Sa modestie le rendit mauvais prophète : il obtint à Nantes l’affection, la popularité, parce qu’il y apportait sa justice, son humanité, sa modération, son amour du bien public. Et cependant, les rigueurs de la conscription amènent des rassemblemens, des mutineries, la situation devient de plus en plus pénible pour les administrateurs, à mesure que l’étranger se rapproche davantage de Paris. Parfois on passe une semaine sans aucune nouvelle. Enfin, des voyageurs annoncent le rétablissement des Bourbons ; puis viennent des dépêches du nouveau gouvernement, et, en même temps, des dépêches du ministère impérial, qui siégeait encore à Blois, près de Marie-Louise. On remit aussi à Barante des lettres de ses amis Mounier et Anglès ; l’une d’elles portait : « Nous allons avoir une Constitution libre, avec un Bourbon pour roi ; une nouvelle charte et une vieille dynastie, ce sont deux avantages bien rares à rencontrer réunis. L’empereur Napoléon, abandonné de la meilleure partie de ses troupes, erre dans la forêt de Fontainebleau. Ainsi, d’un côté, un homme, de l’autre, son pays ; votre choix ne sera pas plus douteux que le nôtre. Nous vous envoyons quelqu’un pour vous porter nos lettres ; envoyez-nous bientôt l’adhésion de Nantes. Quel bonheur de pouvoir s’écrire ce qu’on sent et ce qu’on pense, et de songer à la fin de cette destruction systématique de l’espèce humaine ! Concevez-vous qu’on ait fait tuer cinq millions d’hommes, et qu’on n’ait pas le cœur de se tuer soi-même ? »

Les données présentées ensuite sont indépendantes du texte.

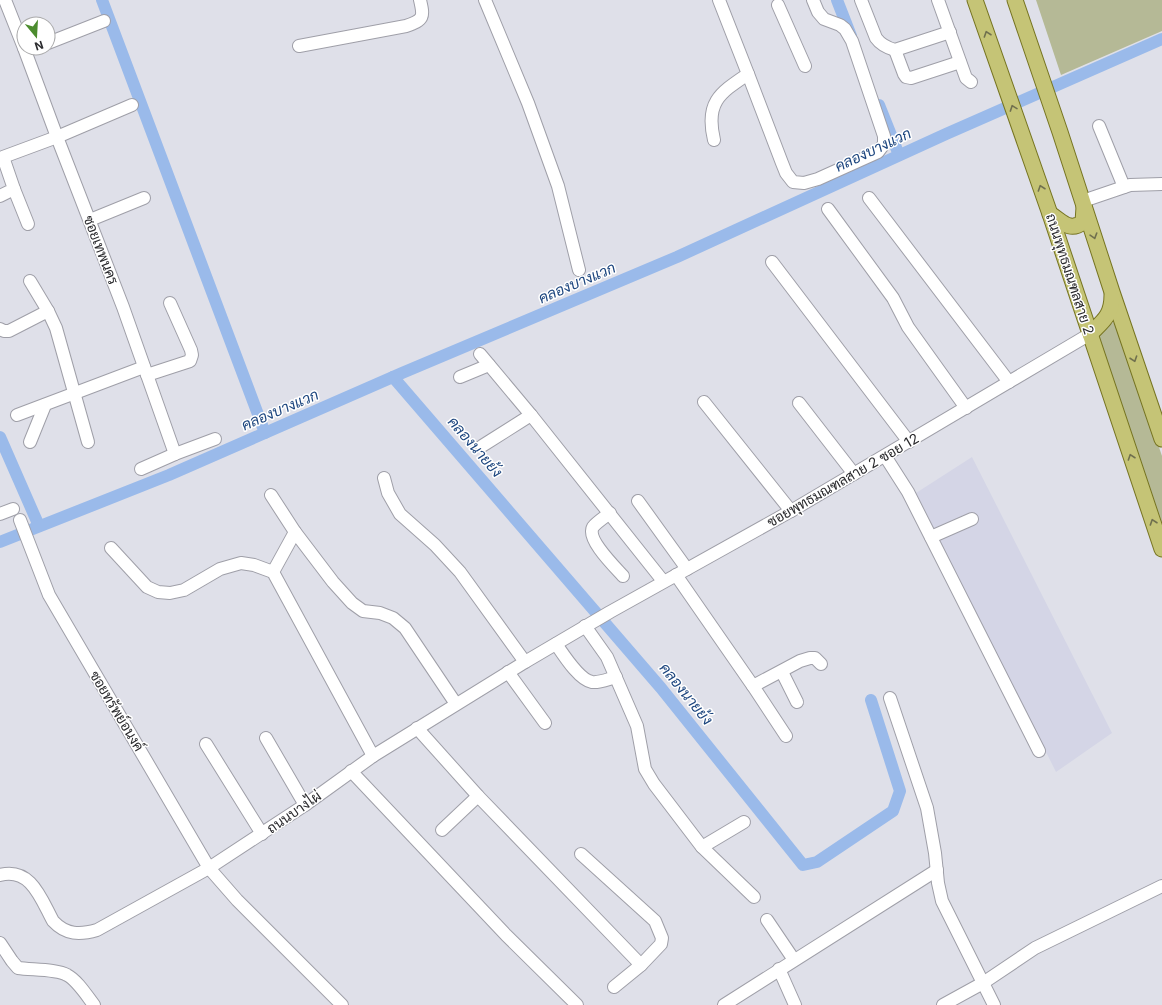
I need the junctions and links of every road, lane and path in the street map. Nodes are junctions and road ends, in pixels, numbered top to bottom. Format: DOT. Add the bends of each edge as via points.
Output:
graph roads {
  1 [pos="6,0"];
  2 [pos="420,0"];
  3 [pos="485,0"];
  4 [pos="813,0"];
  5 [pos="861,0"];
  6 [pos="938,0"];
  7 [pos="975,0"];
  8 [pos="1014,0"];
  9 [pos="724,2"];
  10 [pos="781,2"];
  11 [pos="104,21"];
  12 [pos="16,23"];
  13 [pos="950,32"];
  14 [pos="56,40"];
  15 [pos="299,46"];
  16 [pos="895,50"];
  17 [pos="29,56"];
  18 [pos="960,62"];
  19 [pos="805,66"];
  20 [pos="748,74"];
  21 [pos="971,82"];
  22 [pos="132,105"];
  23 [pos="1099,126"];
  24 [pos="57,136"];
  25 [pos="714,140"];
  26 [pos="1,157"];
  27 [pos="1162,184"];
  28 [pos="1124,188"];
  29 [pos="14,189"];
  30 [pos="0,196"];
  31 [pos="144,198"];
  32 [pos="869,198"];
  33 [pos="1084,203"];
  34 [pos="828,209"];
  35 [pos="1050,214"];
  36 [pos="90,220"];
  37 [pos="28,224"];
  38 [pos="772,262"];
  39 [pos="579,270"];
  40 [pos="30,281"];
  41 [pos="1112,292"];
  42 [pos="170,302"];
  43 [pos="48,311"];
  44 [pos="0,329"];
  45 [pos="1090,334"];
  46 [pos="480,354"];
  47 [pos="489,365"];
  48 [pos="146,371"];
  49 [pos="460,377"];
  50 [pos="1010,382"];
  51 [pos="75,394"];
  52 [pos="704,402"];
  53 [pos="799,403"];
  54 [pos="45,405"];
  55 [pos="966,408"];
  56 [pos="531,415"];
  57 [pos="17,416"];
  58 [pos="1162,436"];
  59 [pos="215,439"];
  60 [pos="30,442"];
  61 [pos="88,442"];
  62 [pos="909,442"];
  63 [pos="482,446"];
  64 [pos="174,454"];
  65 [pos="885,456"];
  66 [pos="141,469"];
  67 [pos="854,474"];
  68 [pos="384,478"];
  69 [pos="271,494"];
  70 [pos="638,501"];
  71 [pos="13,509"];
  72 [pos="791,511"];
  73 [pos="610,512"];
  74 [pos="0,514"];
  75 [pos="972,519"];
  76 [pos="20,520"];
  77 [pos="295,532"];
  78 [pos="931,537"];
  79 [pos="111,548"];
  80 [pos="1162,549"];
  81 [pos="687,569"];
  82 [pos="272,572"];
  83 [pos="676,575"];
  84 [pos="623,576"];
  85 [pos="663,582"];
  86 [pos="590,624"];
  87 [pos="556,644"];
  88 [pos="526,662"];
  89 [pos="821,664"];
  90 [pos="508,672"];
  91 [pos="782,672"];
  92 [pos="616,677"];
  93 [pos="753,686"];
  94 [pos="890,698"];
  95 [pos="797,702"];
  96 [pos="456,704"];
  97 [pos="545,723"];
  98 [pos="417,728"];
  99 [pos="786,736"];
  100 [pos="266,738"];
  101 [pos="206,744"];
  102 [pos="1039,751"];
  103 [pos="373,756"];
  104 [pos="351,771"];
  105 [pos="478,796"];
  106 [pos="305,805"];
  107 [pos="744,822"];
  108 [pos="442,830"];
  109 [pos="262,834"];
  110 [pos="702,847"];
  111 [pos="581,854"];
  112 [pos="209,868"];
  113 [pos="937,870"];
  114 [pos="0,876"];
  115 [pos="1162,886"];
  116 [pos="754,897"];
  117 [pos="767,920"];
  118 [pos="0,943"];
  119 [pos="794,960"];
  120 [pos="641,965"];
  121 [pos="779,969"];
  122 [pos="983,984"];
  123 [pos="614,987"];
  124 [pos="94,1005"];
  125 [pos="342,1005"];
  126 [pos="577,1005"];
  127 [pos="724,1005"];
  128 [pos="795,1005"];
  129 [pos="943,1005"];
  130 [pos="994,1005"];
  1 -- 12 [label="street, ซอยเทพนคร"];
  2 -- 15 [label="street" via="423,13 416,23"];
  3 -- 39 [label="street" via="528,103 558,186"];
  4 -- 20 [label="street" via="824,19 840,25 852,41 884,136 884,144 878,152 818,179 804,183 794,182 786,173"];
  5 -- 16 [label="street" via="879,42"];
  6 -- 13 [label="street"];
  35 -- 7 [label="main road, ถนนพุทธมณฑลสาย 2, one-way"];
  8 -- 33 [label="main road"];
  9 -- 20 [label="street"];
  10 -- 19 [label="street" via="793,41"];
  11 -- 14 [label="street"];
  13 -- 16 [label="street"];
  13 -- 18 [label="street"];
  16 -- 18 [label="street" via="904,74 911,78"];
  17 -- 24 [label="street, ซอยเทพนคร"];
  18 -- 21 [label="street" via="966,78"];
  20 -- 25 [label="street" via="720,94 715,102 712,115"];
  22 -- 24 [label="street"];
  23 -- 28 [label="street"];
  24 -- 26 [label="street"];
  24 -- 36 [label="street, ซอยเทพนคร"];
  26 -- 29 [label="street"];
  27 -- 28 [label="street" via="1130,185"];
  28 -- 33 [label="street"];
  29 -- 30 [label="street"];
  29 -- 37 [label="street"];
  31 -- 36 [label="street"];
  32 -- 50 [label="street"];
  33 -- 35 [label="main road" via="1083,222 1073,227"];
  33 -- 41 [label="main road, one-way"];
  34 -- 55 [label="street" via="893,298 908,327"];
  35 -- 45 [label="main road, ถนนพุทธมณฑลสาย 2"];
  36 -- 48 [label="street, ซอยเทพนคร"];
  38 -- 62 [label="street"];
  40 -- 43 [label="street"];
  41 -- 45 [label="main road" via="1108,315"];
  41 -- 58 [label="main road, one-way"];
  42 -- 48 [label="street" via="192,358 190,361"];
  43 -- 44 [label="street" via="9,330"];
  43 -- 51 [label="street" via="56,328"];
  45 -- 50 [label="street, ซอยพุทธมณฑลสาย 2 ซอย 12"];
  80 -- 45 [label="main road, ถนนพุทธมณฑลสาย 2, one-way"];
  46 -- 47 [label="street"];
  47 -- 49 [label="street"];
  47 -- 56 [label="street"];
  48 -- 51 [label="street"];
  48 -- 64 [label="street, ซอยเทพนคร"];
  50 -- 55 [label="street, ซอยพุทธมณฑลสาย 2 ซอย 12"];
  51 -- 54 [label="street"];
  51 -- 61 [label="street"];
  52 -- 72 [label="street"];
  53 -- 67 [label="street"];
  54 -- 57 [label="street"];
  54 -- 60 [label="street"];
  55 -- 62 [label="street, ซอยพุทธมณฑลสาย 2 ซอย 12"];
  56 -- 63 [label="street"];
  56 -- 73 [label="street"];
  59 -- 64 [label="street"];
  62 -- 65 [label="street, ซอยพุทธมณฑลสาย 2 ซอย 12"];
  64 -- 66 [label="street"];
  65 -- 67 [label="street, ซอยพุทธมณฑลสาย 2 ซอย 12"];
  65 -- 78 [label="street" via="908,492"];
  67 -- 72 [label="street, ซอยพุทธมณฑลสาย 2 ซอย 12"];
  68 -- 88 [label="street" via="388,493 400,514 435,545 460,572"];
  69 -- 77 [label="street"];
  70 -- 81 [label="street"];
  71 -- 74 [label="street"];
  72 -- 81 [label="street, ซอยพุทธมณฑลสาย 2 ซอย 12"];
  73 -- 84 [label="street" via="593,528 591,534 594,543"];
  73 -- 85 [label="street"];
  75 -- 78 [label="street"];
  76 -- 112 [label="street, ซอยทรัพย์อนงค์" via="49,595"];
  77 -- 82 [label="street"];
  77 -- 96 [label="street" via="352,603 363,611 393,618 405,628"];
  78 -- 102 [label="street"];
  79 -- 82 [label="street" via="147,587 158,592 184,590 220,569 241,564 254,565"];
  81 -- 83 [label="street, ซอยพุทธมณฑลสาย 2 ซอย 12"];
  82 -- 103 [label="street"];
  83 -- 85 [label="street, ซอยพุทธมณฑลสาย 2 ซอย 12"];
  83 -- 93 [label="street"];
  85 -- 86 [label="street, ซอยพุทธมณฑลสาย 2 ซอย 12"];
  86 -- 87 [label="street, ถนนบางไผ่"];
  86 -- 92 [label="street"];
  87 -- 88 [label="street, ถนนบางไผ่"];
  87 -- 92 [label="street" via="580,675 590,682"];
  88 -- 90 [label="street, ถนนบางไผ่"];
  89 -- 91 [label="street" via="815,658 810,658"];
  90 -- 96 [label="street, ถนนบางไผ่"];
  90 -- 97 [label="street"];
  91 -- 93 [label="street"];
  91 -- 95 [label="street"];
  92 -- 110 [label="street" via="637,726 645,769"];
  93 -- 99 [label="street"];
  94 -- 113 [label="street" via="927,808"];
  96 -- 98 [label="street, ถนนบางไผ่"];
  98 -- 103 [label="street, ถนนบางไผ่"];
  98 -- 105 [label="street"];
  100 -- 106 [label="street"];
  101 -- 109 [label="street"];
  103 -- 104 [label="street, ถนนบางไผ่"];
  104 -- 106 [label="street, ถนนบางไผ่"];
  104 -- 126 [label="street" via="506,935"];
  105 -- 108 [label="street"];
  105 -- 120 [label="street"];
  106 -- 109 [label="street, ถนนบางไผ่"];
  107 -- 110 [label="street"];
  109 -- 112 [label="street, ถนนบางไผ่"];
  110 -- 116 [label="street"];
  111 -- 120 [label="street" via="655,921 662,938 660,944"];
  112 -- 114 [label="street, ถนนบางไผ่" via="120,918 84,934 75,934 57,926 31,882 17,874"];
  112 -- 125 [label="street, ซอยทรัพย์อนงค์" via="237,900"];
  113 -- 119 [label="street"];
  113 -- 122 [label="street" via="942,901"];
  115 -- 122 [label="street" via="1035,948"];
  117 -- 119 [label="street"];
  118 -- 124 [label="street" via="18,968 56,971 68,975"];
  119 -- 121 [label="street"];
  120 -- 123 [label="street"];
  121 -- 127 [label="street"];
  121 -- 128 [label="street"];
  122 -- 129 [label="street"];
  122 -- 130 [label="street"];
}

Fut-il jamais position plus critique pour un préfet ? D’une part, un certain nombre de Vendéens enrôlés, inscrits, armés, prêts à marcher à l’appel du comte de Suzannet (prendre un fusil était alors encore une manière d’exprimer sa pensée en Vendée ;) d’autre part, les habitans de Nantes partagés entre leur mécontentement du régime impérial et leur haine des royalistes ; une fausse démarche pouvait donner le signal de la guerre civile.